WFRP 1 Memories: Halflings
Following on from last week’s post about the Wood Elves, here’s a look at Halflings in early Warhammer and WFRP 1st edition.
In the 70s and early 80s, the influence of Tolkien was so strong that to create a fantasy game without hobbits halflings was – well, pretty much unthinkable. D&D supported halflings as a playable species, cementing their position as one of four peoples without whom fantasy somehow wasn’t proper fantasy.
The first couple of editions of Warhammer included them as well, but they were never as popular as larger, more impressive miniatures. This didn’t stop Citadel from marketing a range of halflings, as the excellent Stuff of Legends blog records. There was even a Regiment of Renown, as seen in the image above: sold first as Lumpin Croops Fighting Cocks, and later as just Lumpin Croop’s Halflings. But cute as they were, not enough people wanted to field forces of Halflings.

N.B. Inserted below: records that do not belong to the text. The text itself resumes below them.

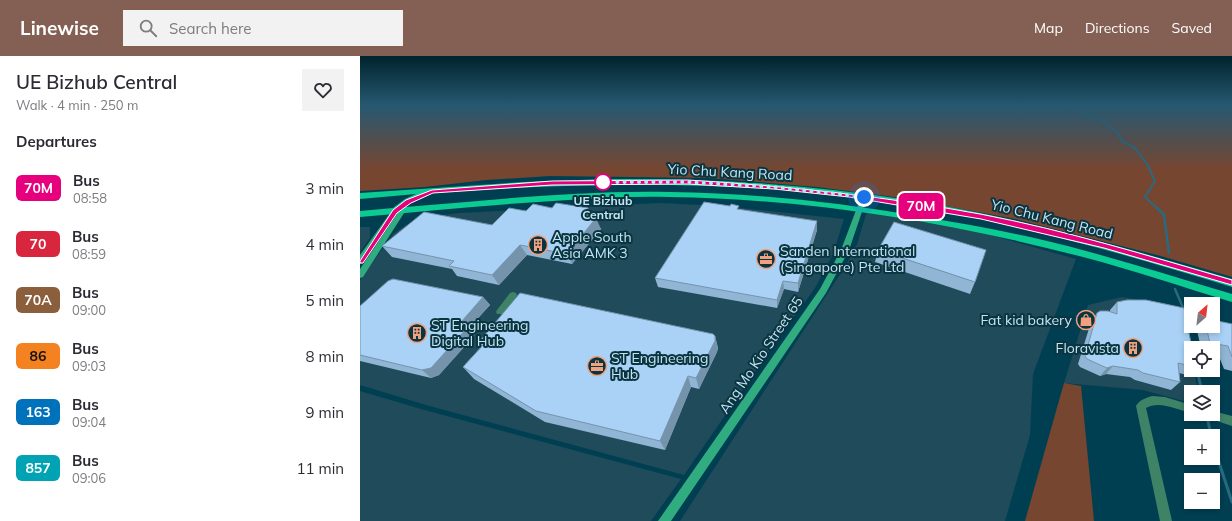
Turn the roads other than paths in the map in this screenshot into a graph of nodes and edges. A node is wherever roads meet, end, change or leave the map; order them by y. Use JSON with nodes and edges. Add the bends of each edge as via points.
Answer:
{"nodes":[{"id":1,"x":432,"y":192,"type":"junction"},
{"id":2,"x":376,"y":195,"type":"junction"},
{"id":3,"x":360,"y":196,"type":"edge"},
{"id":4,"x":864,"y":197,"type":"junction"},
{"id":5,"x":400,"y":209,"type":"junction"},
{"id":6,"x":860,"y":209,"type":"junction"},
{"id":7,"x":360,"y":214,"type":"edge"},
{"id":8,"x":360,"y":261,"type":"edge"},
{"id":9,"x":360,"y":275,"type":"edge"},
{"id":10,"x":1232,"y":283,"type":"edge"},
{"id":11,"x":513,"y":295,"type":"dead end"},
{"id":12,"x":1232,"y":298,"type":"edge"},
{"id":13,"x":500,"y":312,"type":"dead end"},
{"id":14,"x":1184,"y":407,"type":"edge"},
{"id":15,"x":1220,"y":417,"type":"edge"},
{"id":16,"x":1232,"y":421,"type":"edge"},
{"id":17,"x":664,"y":521,"type":"edge"},
{"id":18,"x":1166,"y":521,"type":"edge"}],
"edges":[{"from":1,"to":2,"type":"main road","name":"Yio Chu Kang Road"},
{"from":1,"to":4,"type":"main road","name":"Yio Chu Kang Road","via":[[552,183],[688,182],[774,187]]},
{"from":1,"to":5,"type":"main road"},
{"from":2,"to":3,"type":"main road","name":"Yio Chu Kang Road"},
{"from":2,"to":5,"type":"main road","via":[[393,199]]},
{"from":4,"to":6,"type":"street","name":"Ang Mo Kio Street 65"},
{"from":4,"to":10,"type":"main road","name":"Yio Chu Kang Road","via":[[981,216],[1105,246]]},
{"from":5,"to":6,"type":"main road","name":"Yio Chu Kang Road","via":[[670,194],[757,198]]},
{"from":5,"to":7,"type":"main road","name":"Yio Chu Kang Road"},
{"from":5,"to":8,"type":"street"},
{"from":5,"to":9,"type":"street"},
{"from":6,"to":12,"type":"main road","name":"Yio Chu Kang Road","via":[[979,228],[1085,254]]},
{"from":6,"to":17,"type":"street","name":"Ang Mo Kio Street 65","via":[[845,250],[823,291]]},
{"from":11,"to":13,"type":"street"},
{"from":14,"to":18,"type":"street","via":[[1154,400],[1146,401],[1141,406]]},
{"from":15,"to":16,"type":"street"}]}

Fast forward to 1986, and the development of Warhammer Fantasy Roleplay. Halflings were still technically in Warhammer canon, and miniatures were still available, but there were some serious discussions within the GW Design Studio over whether or not to make them playable in WFRP, but even as late as 1986 a lot of us simply couldn’t imagine a fantasy RPG without the “big four” playable species from D&D: humans, dwarfs, elves, and halflings. In addition to their Tolkien roots, there was also the consideration that GW firmly intended to establish WFRP as a direct competitor to D&D – until Management realized that this would not help sell miniatures, at least – and since D&D had halflings, WFRP needed them too.
For the roleplaying game, everything was fairly simple. Phil Gallagher wrote Halflings into the Empire background for The Enemy Within, creating the Moot as Warhammer’s equivalent of Tolkien’s Shire. (A piece of trivia: scyrgemot is an Anglo-Saxon term which translates to modern English as “county court,” with “mot” or “moot” meaning an administrative assembly or meeting.)

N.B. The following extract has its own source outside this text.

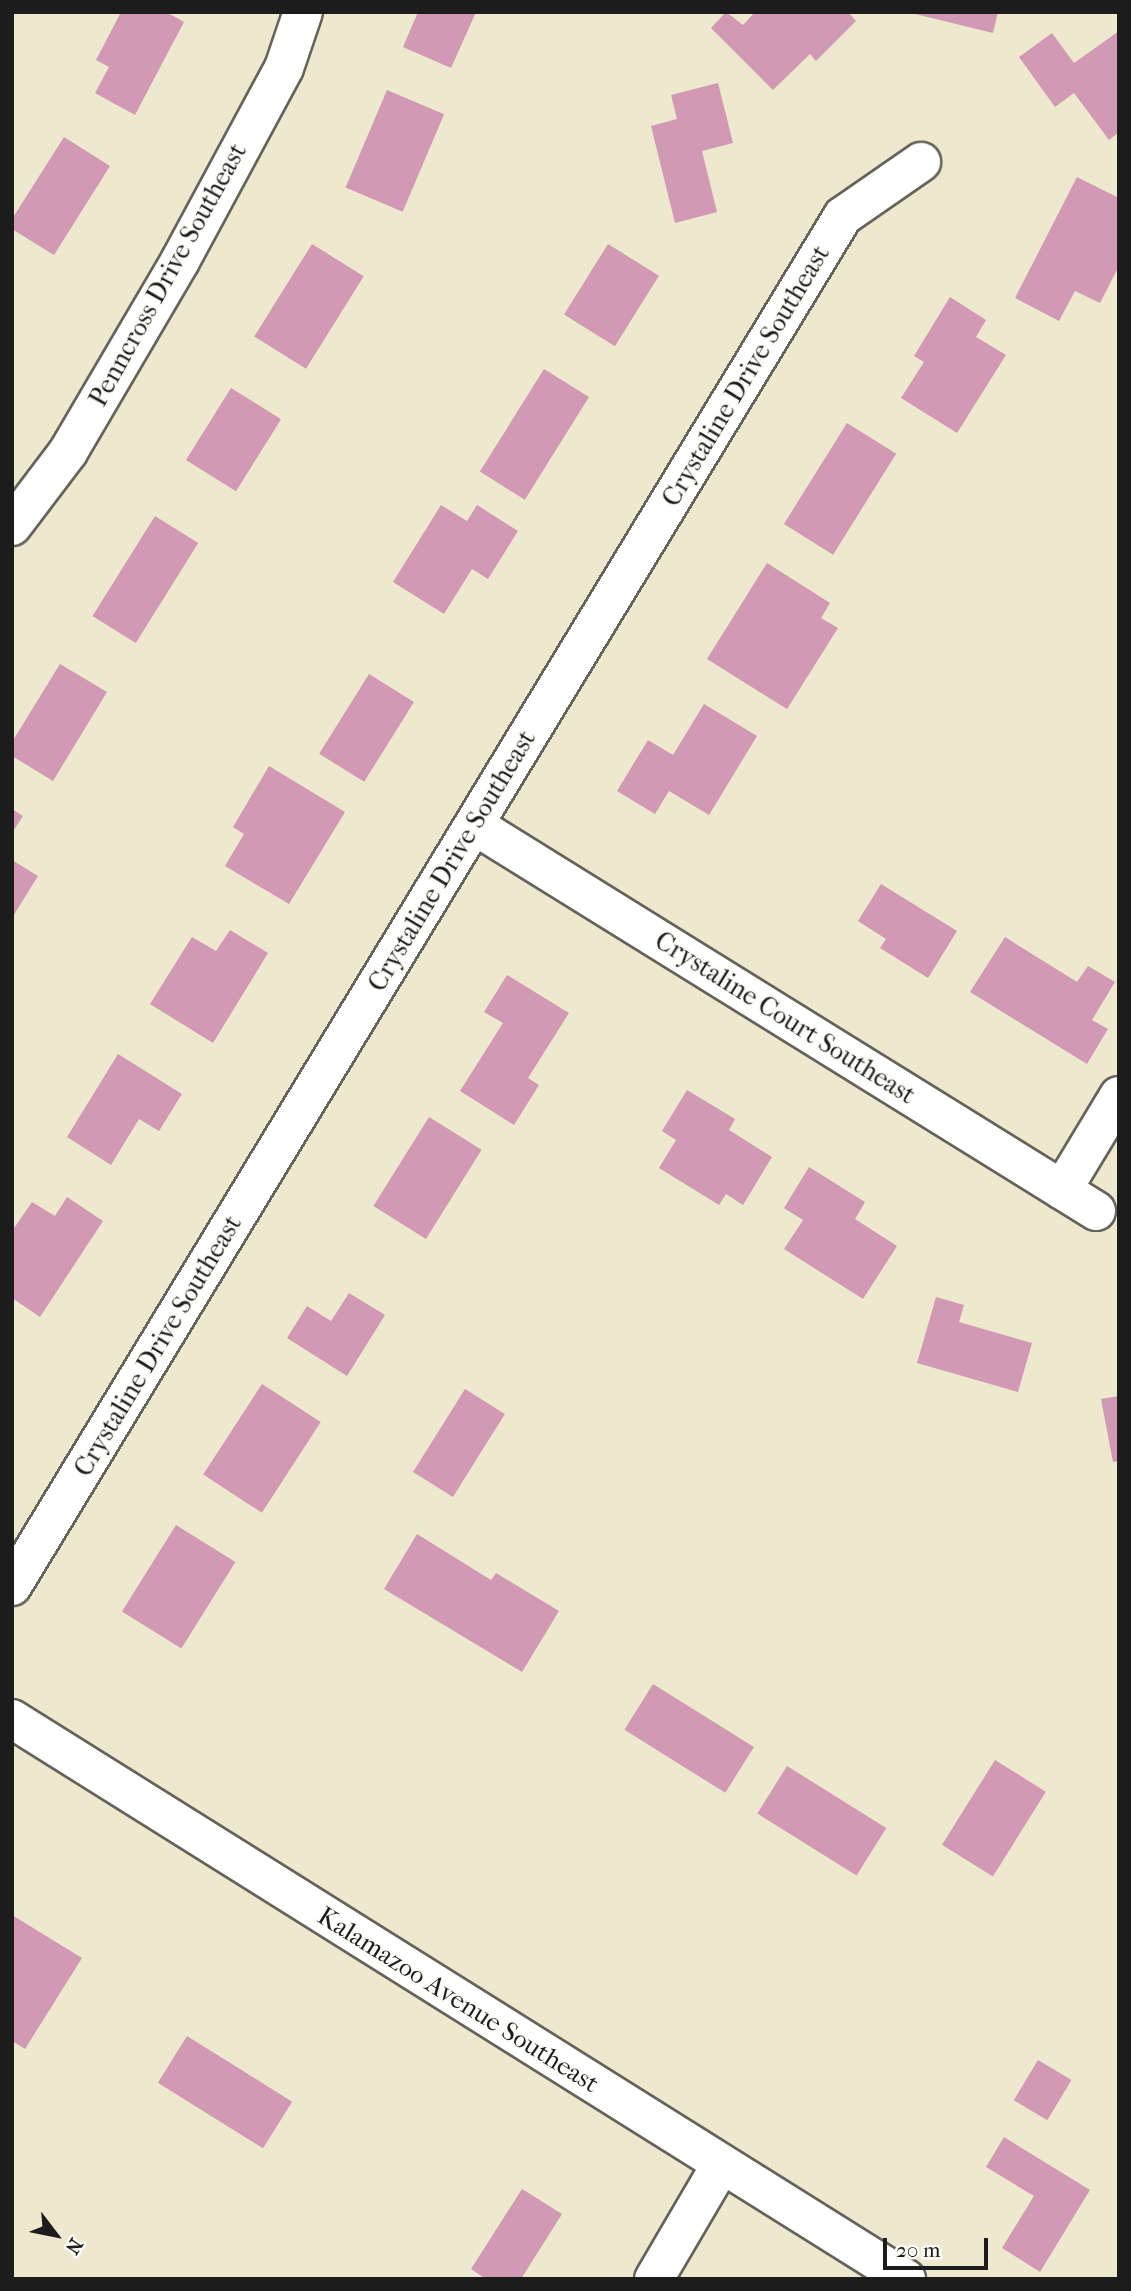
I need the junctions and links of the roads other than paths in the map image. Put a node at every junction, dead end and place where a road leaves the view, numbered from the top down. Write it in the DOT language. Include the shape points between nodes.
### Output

With the Moot established as a semi-autonomous electoral province within the Empire and a homeland for all halflings, the Ravening Hordes army book for Warhammer 2nd edition listed halflings as possible allies for an Empire or Dwarf army. Warhammer Armies for 3rd edition added Wood Elves to the list, but by 4th edition halflings wee only to be found in Empire armies. And that’s the way it’s been ever since, at least according to all the old books I’ve consulted.
Halflings stayed in WFRP as a playable species, but halfling NPCs were usually a fairly predictable bunch, working as cooks or herbalists inside the Empire and seldom encountered anywhere else. Beyond the initial treatment of the Moot in The Enemy Within and some very modest expansions like the one in Sigmar’s Heirs for WFRP 2nd edition, very little was done to develop their culture and their place in the Warhammer world any further.
Not heroic enough for the battle game, they were never made interesting enough to play a significant role in the roleplaying game – at least, as far as official publications were concerned. There have been some fan-made halfling supplements for various editions, but in Games Workshop’s eyes they will never be fearsome enough to anchor an army, which means miniatures sales will remain very low compared to other species, which means in turn that they have more or less faded from Warhammer canon. I’m not sure that Games Workshop even makes halfling miniatures any more.